Referências: ARDAILLON, Danielle; DEBERT, Guita Grin. Quando a vítima é mulher: análise de julgamentos de crimes de estupro, espancamento e homicídio. Brasília: CNDM, 1987. BLAY, Eva Alterman. Violência contra a mulher e políticas públicas. Estud. av. vol.17 no.49. São Paulo Set./Dez. 2003. BRANDÃO, Helena H. Nagamine. Introdução à Análise do discurso. Campinas, SP: Ed. UNICAMP, 2a. ed. rev. 2004. BRASIL. Senado Federal. Subsecretaria de pesquisa e opinião pública. Relatório de pesquisa:Violência doméstica contra a mulher. Brasília, 2005. FERNANDES, Cleudemar. Análise do Discurso: reflexões introdutórias. Goiânia: Trilhas Urbanas: 2005. GODELIER, Maurice. As relações homem-mulher: o problema da dominação masculina- Encontros com a Civilização Brasileira. Rio de janeiro, n 26, p. 9-29, 1990. ORLANDI, E. P. Discurso e Texto. 2 ed. São Paulo: Pontes, 2005. ______________. As formas do silêncio. 6 ed. Campinas: UNICAMP, 2007. SILVA, Evandro L. A defesa tem a palavra. 3ª ed., Rio de Janeiro, Aide Editora, 1991.

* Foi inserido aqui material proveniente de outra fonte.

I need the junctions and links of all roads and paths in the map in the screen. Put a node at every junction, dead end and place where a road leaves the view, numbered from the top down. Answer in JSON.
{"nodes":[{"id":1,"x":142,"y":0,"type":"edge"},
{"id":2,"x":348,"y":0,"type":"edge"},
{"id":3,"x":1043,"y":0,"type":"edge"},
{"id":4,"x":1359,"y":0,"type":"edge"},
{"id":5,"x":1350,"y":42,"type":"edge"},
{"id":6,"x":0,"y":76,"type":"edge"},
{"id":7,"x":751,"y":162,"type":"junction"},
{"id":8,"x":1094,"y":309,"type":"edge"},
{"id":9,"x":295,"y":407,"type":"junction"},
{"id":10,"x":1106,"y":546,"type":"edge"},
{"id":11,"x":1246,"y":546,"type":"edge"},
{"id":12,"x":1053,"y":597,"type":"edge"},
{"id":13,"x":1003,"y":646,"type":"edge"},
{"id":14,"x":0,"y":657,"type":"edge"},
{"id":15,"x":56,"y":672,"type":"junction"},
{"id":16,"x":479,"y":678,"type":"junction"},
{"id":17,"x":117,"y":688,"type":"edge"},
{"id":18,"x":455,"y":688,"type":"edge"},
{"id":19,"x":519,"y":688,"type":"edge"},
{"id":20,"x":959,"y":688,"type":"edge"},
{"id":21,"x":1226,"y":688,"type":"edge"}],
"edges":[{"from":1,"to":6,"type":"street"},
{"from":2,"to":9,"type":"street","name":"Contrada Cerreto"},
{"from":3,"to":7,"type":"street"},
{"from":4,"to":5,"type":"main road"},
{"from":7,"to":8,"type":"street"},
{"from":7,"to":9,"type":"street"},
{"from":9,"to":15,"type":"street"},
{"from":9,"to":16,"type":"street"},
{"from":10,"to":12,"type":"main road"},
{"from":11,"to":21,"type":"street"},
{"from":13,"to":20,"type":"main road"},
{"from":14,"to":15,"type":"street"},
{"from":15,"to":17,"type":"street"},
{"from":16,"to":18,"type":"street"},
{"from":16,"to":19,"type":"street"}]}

Resumo: Considerando que as práticas sociais e as práticas discursivas se entrelaçam, este trabalho visa investigar como o discurso das sentenças judiciais em casos de violência contra a mulher representa e constrói o fenômeno da violência de gênero. Para tanto, serão utilizados os postulados da Análise do Discurso, uma vez que situando a mulher na sociedade não se pode prescindir de uma análise que leve em conta a exterioridade e a historicidade. A mulher na sociedade brasileira vem ao longo dos séculos protagonizando situações de exclusão, discriminação e violência. A prática jurídica, como as demais práticas sociais, é uma prática discursiva de poder, relacionada com os conceitos de classe, gênero. Assim, buscar-se explicitar os efeitos de sentido presentes no discurso jurídico dos processos que relatam agressões contra a mulher visto que as palavras possuem opacidade de sentido que pode e deve ser explicitada. Acredita-se que a Análise do Discurso constitui uma importante ferramenta potencializadora da investigação, pois permite desvelar as relações de saber-poder inerentes à problemática e seu estudo. Palavras-chave: Análise do Discurso, Mulher, Discurso Jurídico.